TASK DETAILS
Read the data below line by line and copy each one with "Westbrook" in it.

DATASET RECORDS

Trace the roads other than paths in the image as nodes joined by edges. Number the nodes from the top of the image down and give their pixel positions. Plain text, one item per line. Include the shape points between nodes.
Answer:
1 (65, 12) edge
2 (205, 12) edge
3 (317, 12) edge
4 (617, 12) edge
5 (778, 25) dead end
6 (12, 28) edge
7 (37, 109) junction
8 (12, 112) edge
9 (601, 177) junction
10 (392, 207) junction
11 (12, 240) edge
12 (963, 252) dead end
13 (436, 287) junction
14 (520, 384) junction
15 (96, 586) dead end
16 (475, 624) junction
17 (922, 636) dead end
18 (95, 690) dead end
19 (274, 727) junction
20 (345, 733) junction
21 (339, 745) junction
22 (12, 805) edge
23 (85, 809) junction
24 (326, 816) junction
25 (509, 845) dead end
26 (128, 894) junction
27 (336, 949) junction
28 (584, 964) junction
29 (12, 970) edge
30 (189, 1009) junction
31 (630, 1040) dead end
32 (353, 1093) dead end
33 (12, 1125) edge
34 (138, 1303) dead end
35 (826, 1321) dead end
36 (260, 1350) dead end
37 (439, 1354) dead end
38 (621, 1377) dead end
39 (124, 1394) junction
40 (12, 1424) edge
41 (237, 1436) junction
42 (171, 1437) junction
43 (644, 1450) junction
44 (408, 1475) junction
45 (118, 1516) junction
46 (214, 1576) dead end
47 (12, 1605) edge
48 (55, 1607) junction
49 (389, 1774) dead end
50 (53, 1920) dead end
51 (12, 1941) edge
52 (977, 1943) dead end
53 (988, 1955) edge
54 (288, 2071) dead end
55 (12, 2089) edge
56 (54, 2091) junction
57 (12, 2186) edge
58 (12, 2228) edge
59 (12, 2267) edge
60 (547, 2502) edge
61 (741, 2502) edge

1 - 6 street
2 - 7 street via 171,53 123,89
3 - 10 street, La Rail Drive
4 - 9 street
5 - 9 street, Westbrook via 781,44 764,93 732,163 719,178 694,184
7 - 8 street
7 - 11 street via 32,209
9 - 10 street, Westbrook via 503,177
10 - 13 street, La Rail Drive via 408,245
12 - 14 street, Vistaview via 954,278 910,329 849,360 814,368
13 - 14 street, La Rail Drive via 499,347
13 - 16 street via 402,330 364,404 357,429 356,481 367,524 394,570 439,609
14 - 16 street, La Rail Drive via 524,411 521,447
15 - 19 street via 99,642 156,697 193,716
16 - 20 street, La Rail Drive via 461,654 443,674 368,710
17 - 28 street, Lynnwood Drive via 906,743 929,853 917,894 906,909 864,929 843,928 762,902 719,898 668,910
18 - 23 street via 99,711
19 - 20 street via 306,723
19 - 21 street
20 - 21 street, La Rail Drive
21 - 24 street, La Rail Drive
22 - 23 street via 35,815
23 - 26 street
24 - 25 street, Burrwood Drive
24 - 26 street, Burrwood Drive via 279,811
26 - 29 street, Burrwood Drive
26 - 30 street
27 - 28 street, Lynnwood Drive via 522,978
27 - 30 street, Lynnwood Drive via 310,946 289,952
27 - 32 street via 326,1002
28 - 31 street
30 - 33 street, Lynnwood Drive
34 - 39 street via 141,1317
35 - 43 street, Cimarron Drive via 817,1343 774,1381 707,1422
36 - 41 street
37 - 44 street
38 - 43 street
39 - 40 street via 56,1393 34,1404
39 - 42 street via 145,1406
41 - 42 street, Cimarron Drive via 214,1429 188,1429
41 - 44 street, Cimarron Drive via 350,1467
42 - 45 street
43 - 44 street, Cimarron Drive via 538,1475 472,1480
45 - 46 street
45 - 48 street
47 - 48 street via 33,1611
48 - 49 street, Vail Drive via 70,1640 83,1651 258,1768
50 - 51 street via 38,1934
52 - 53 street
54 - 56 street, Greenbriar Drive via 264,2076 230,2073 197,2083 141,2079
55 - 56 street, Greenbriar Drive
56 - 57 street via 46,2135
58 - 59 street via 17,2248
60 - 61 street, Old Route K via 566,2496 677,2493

EXERCISE SOLUTION
5 - 9 street, Westbrook via 781,44 764,93 732,163 719,178 694,184
9 - 10 street, Westbrook via 503,177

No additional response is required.